Additional experimental parameters: photon_energy will give the energy scale as electron binding energy, in the same energy units, while Vrep, the VMI lens repeller voltage (volts), provides for a voltage independent scaling factor. i.e. energy_cal_factor should remain approximately constant.

The energy_cal_factor is readily determined by comparing the generated energy scale with published spectra. e.g. for O^- photodetachment, the strongest fine-structure transition occurs at the electron affinity \(EA = 11,784.676(7)\) cm \(^{-1}\). Values for the ANU experiment are given below, see also examples/example_hansenlaw.py.

Parameters:

• radial (numpy 1D array) – radial coordinates.
• intensity (numpy 1D array) – intensity values, at the radial array.
• energy_cal_factor (float) – energy calibration factor that will convert radius squared into energy. The units affect the units of the output. e.g. inputs in eV/pixel², will give output energy units in eV. A value of \(1.148427\times 10^{-5}\) cm\(^{-1}/\)pixel² applies for “examples/data/O-ANU1024.txt” (with Vrep = -98 volts).
• per_energy_scaling (bool) –

  sets the intensity Jacobian.

  If True, the returned intensities correspond to an “intensity per eV” or “intensity per cm^-1 “. If False, the returned intensities correspond to an “intensity per pixel”.

  Optional:

• photon_energy (None or float) – measurement photon energy. The output energy scale is then set to electron-binding-energy in units of energy_cal_factor. The conversion from wavelength (nm) to photon_energy in (cm:sup:-1) is \(10^{7}/\lambda\) (nm) e.g. 1.0e7/812.51 for “examples/data/O-ANU1024.txt”.
• Vrep (None or float) – repeller voltage. Convenience parameter to allow the energy_cal_factor to remain constant, for different VMI lens repeller voltages. Defaults to None, in which case no extra scaling is applied. e.g. -98 volts, for “examples/data/O-ANU1024.txt”.
• zoom (float) – additional scaling factor if the input experimental image has been zoomed. Default 1.

Returns:

• eKBE (numpy 1d-array of floats) – energy scale for the photoelectron spectrum in units of energy_cal_factor. Note that the data is no-longer on a uniform grid.
• PES (numpy 1d-array of floats) – the photoelectron spectrum, scaled according to the per_energy_scaling input parameter.

abel.benchmark module

class abel.benchmark.AbelTiming(n=[301, 501], select=[u'all'], n_max_bs=700, n_max_slow=700, transform_repeat=1)

Bases: object

abel.benchmark.is_symmetric(arr, i_sym=True, j_sym=True)

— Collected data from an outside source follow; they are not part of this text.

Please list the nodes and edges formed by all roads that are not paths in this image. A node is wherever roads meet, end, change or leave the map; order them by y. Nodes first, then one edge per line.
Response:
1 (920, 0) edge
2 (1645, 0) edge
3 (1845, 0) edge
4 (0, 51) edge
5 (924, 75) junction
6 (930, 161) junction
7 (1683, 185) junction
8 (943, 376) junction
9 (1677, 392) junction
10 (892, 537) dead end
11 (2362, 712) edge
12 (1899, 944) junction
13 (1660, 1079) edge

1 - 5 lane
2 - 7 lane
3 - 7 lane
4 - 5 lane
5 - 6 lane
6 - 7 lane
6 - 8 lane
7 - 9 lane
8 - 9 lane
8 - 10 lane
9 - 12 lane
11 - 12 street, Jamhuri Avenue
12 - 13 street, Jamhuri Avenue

Takes in an array of shape (n, m) and check if it is symmetric

Parameters:

• arr (1D or 2D array) –
• i_sym (array) – symmetric with respect to the 1st axis
• j_sym (array) – symmetric with respect to the 2nd axis

Returns:

• a binary array with the symmetry condition for the corresponding quadrants.
• The globa
• Note (if both i_sym=True and i_sym=True, the input array is checked)
• for polar symmetry.
• See https (//github.com/PyAbel/PyAbel/issues/34#issuecomment-160344809)
• for the defintion of a center of the image.

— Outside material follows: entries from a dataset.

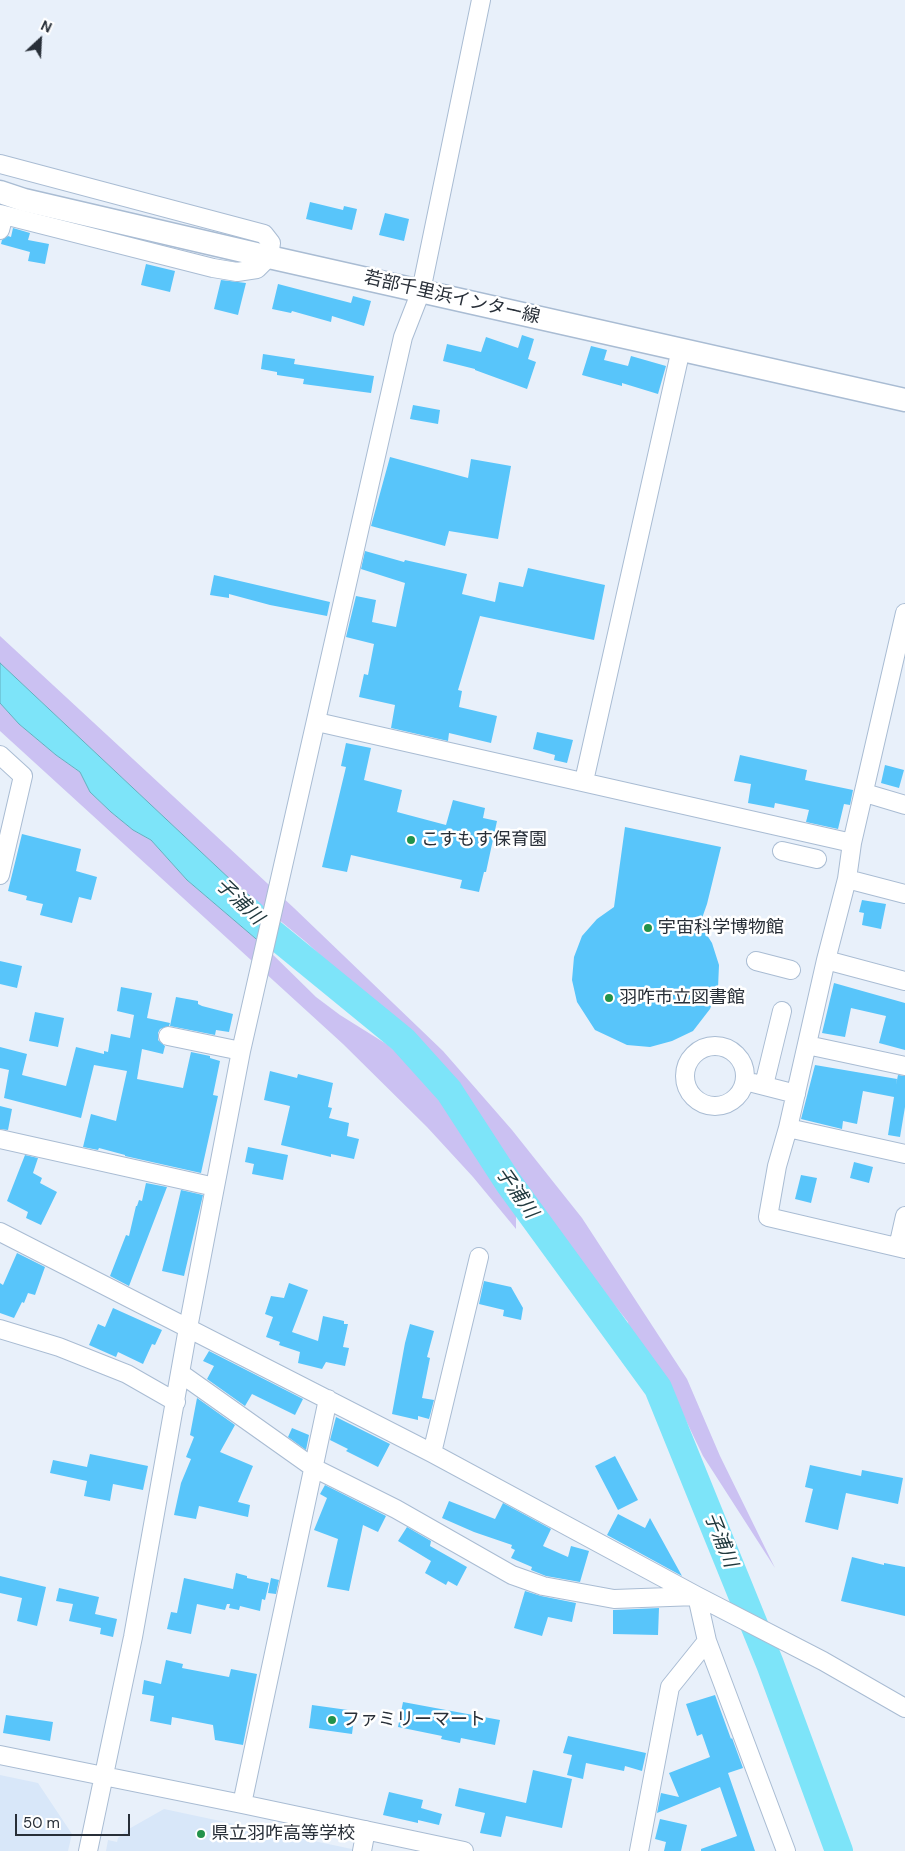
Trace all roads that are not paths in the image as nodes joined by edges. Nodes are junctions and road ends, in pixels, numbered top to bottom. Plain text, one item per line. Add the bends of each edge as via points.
1 (482, 0) edge
2 (0, 164) edge
3 (0, 192) edge
4 (1, 220) edge
5 (269, 257) junction
6 (421, 290) junction
7 (681, 349) junction
8 (905, 400) edge
9 (905, 613) edge
10 (317, 722) junction
11 (0, 755) edge
12 (584, 781) junction
13 (865, 793) junction
14 (905, 805) edge
15 (852, 844) junction
16 (782, 851) dead end
17 (817, 859) dead end
18 (0, 876) edge
19 (846, 879) junction
20 (905, 894) edge
21 (756, 960) dead end
22 (826, 960) junction
23 (791, 970) dead end
24 (905, 981) edge
25 (782, 1011) dead end
26 (168, 1036) dead end
27 (807, 1045) junction
28 (242, 1051) junction
29 (905, 1066) edge
30 (745, 1082) dead end
31 (764, 1085) junction
32 (796, 1094) junction
33 (788, 1128) junction
34 (0, 1139) edge
35 (905, 1154) edge
36 (215, 1187) junction
37 (905, 1216) edge
38 (0, 1232) edge
39 (902, 1248) edge
40 (479, 1257) dead end
41 (188, 1328) junction
42 (0, 1329) edge
43 (180, 1373) junction
44 (328, 1399) junction
45 (176, 1402) junction
46 (432, 1453) junction
47 (314, 1468) junction
48 (698, 1596) junction
49 (707, 1641) junction
50 (905, 1708) edge
51 (0, 1755) edge
52 (104, 1777) junction
53 (242, 1804) junction
54 (366, 1830) junction
55 (88, 1851) edge
56 (362, 1851) edge
57 (464, 1851) edge
58 (638, 1851) edge
59 (786, 1851) edge

1 - 6 street
2 - 5 street via 264,234 271,243
3 - 5 main road, 若部千里浜インター線
4 - 5 street via 237,272 257,269
5 - 6 main road, 若部千里浜インター線
6 - 7 main road, 若部千里浜インター線
6 - 10 street via 403,337
7 - 8 main road, 若部千里浜インター線
7 - 12 street
9 - 13 street
10 - 12 street
10 - 28 street
11 - 18 street via 23,776
12 - 15 street
13 - 14 street
13 - 15 street
15 - 19 street
16 - 17 street
19 - 20 street
19 - 22 street
21 - 23 street
22 - 24 street
22 - 27 street
25 - 31 street
26 - 28 street
27 - 29 street
27 - 32 street
28 - 36 street
30 - 31 street
31 - 32 street
32 - 33 street
33 - 35 street
33 - 39 street via 768,1217
34 - 36 street
36 - 41 street
37 - 39 street
38 - 41 street
40 - 46 street
41 - 43 street
41 - 44 street
42 - 45 street via 59,1347 127,1374
43 - 45 street
43 - 47 street
44 - 46 street
44 - 47 street
45 - 52 street
46 - 48 street
47 - 48 street via 396,1509 512,1575 543,1586 614,1599
47 - 53 street
48 - 49 street
48 - 50 street via 824,1661
49 - 58 street via 670,1687
49 - 59 street
51 - 52 street
52 - 53 street
52 - 55 street
53 - 54 street
54 - 56 street
54 - 57 street

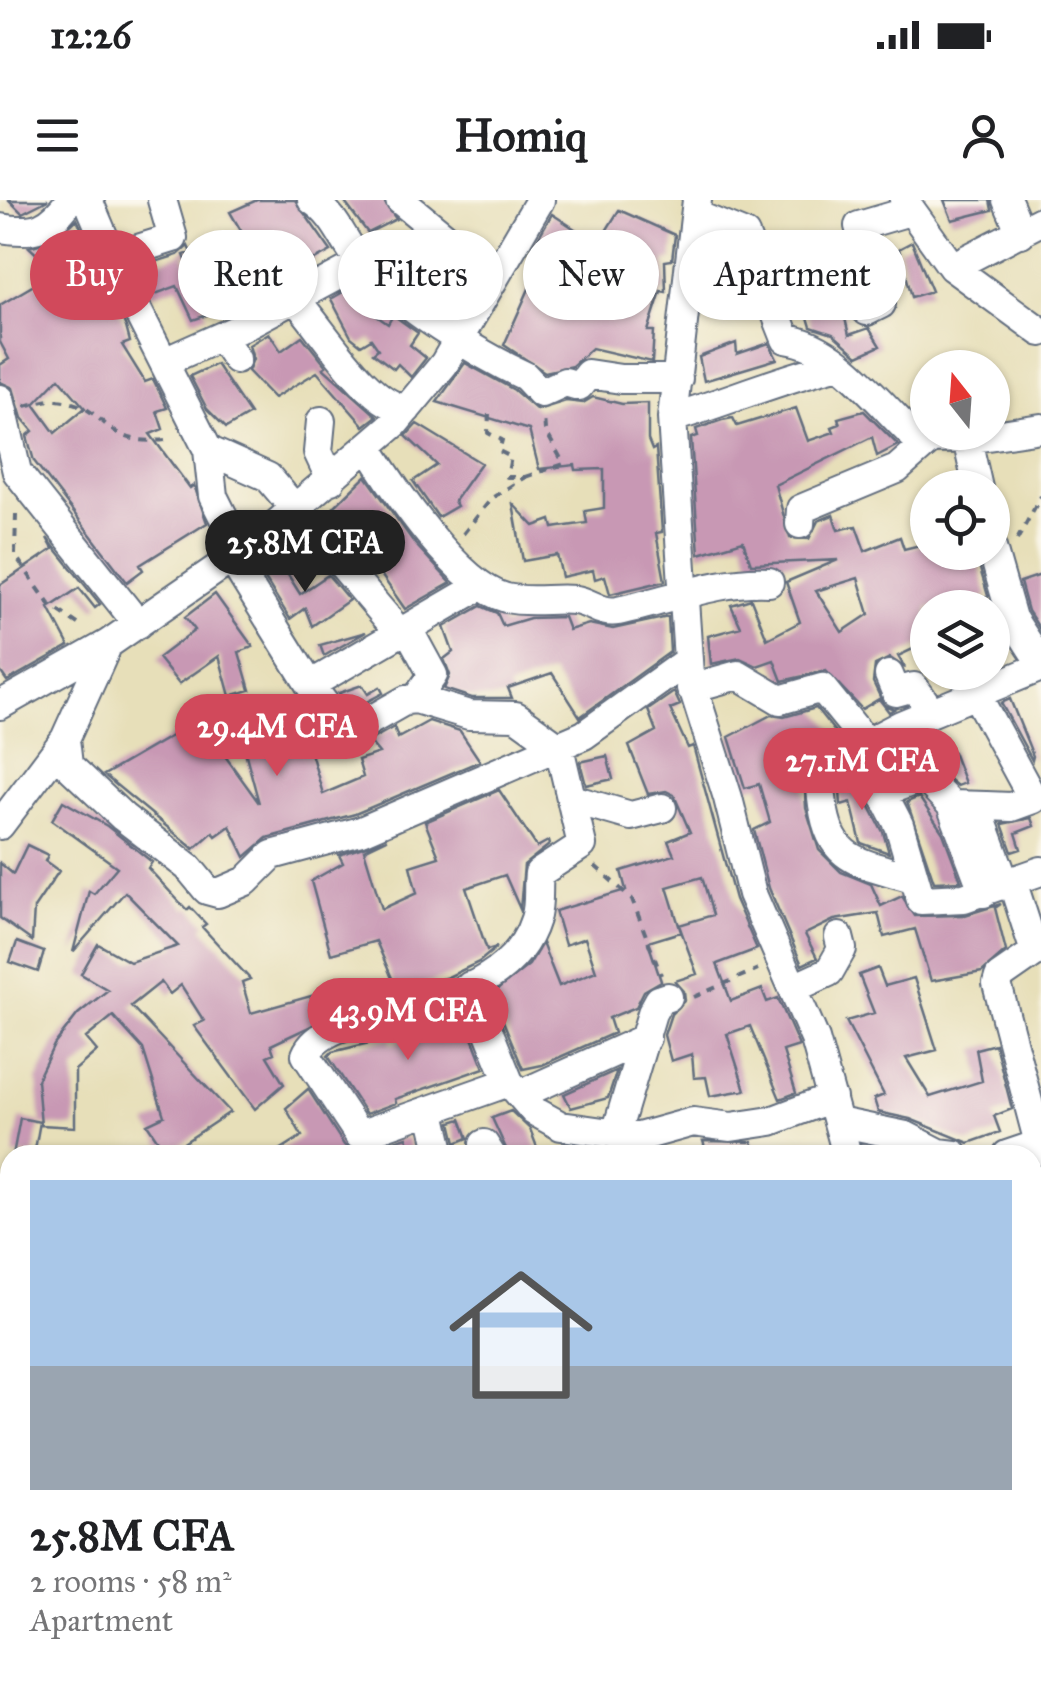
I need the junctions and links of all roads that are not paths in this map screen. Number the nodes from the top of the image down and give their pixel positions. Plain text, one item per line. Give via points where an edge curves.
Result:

abel.benchmark.absolute_ratio_benchmark(analytical, recon, kind=u'inverse')

Check the absolute ratio between an analytical function and the result of a inv. Abel reconstruction.

Parameters:

• analytical (one of the classes from analytical, initialized) –
• recon (1D ndarray) – a reconstruction (i.e. inverse abel) given by some PyAbel implementation

abel.tests module

abel.tests.run.run(coverage=False)

This runs the complete set of PyAbel tests.

abel.tests.run.run_cli(coverage=False)

This also runs the complete set of PyAbel tests. But uses sys.exit(status) instead of simply returning the status.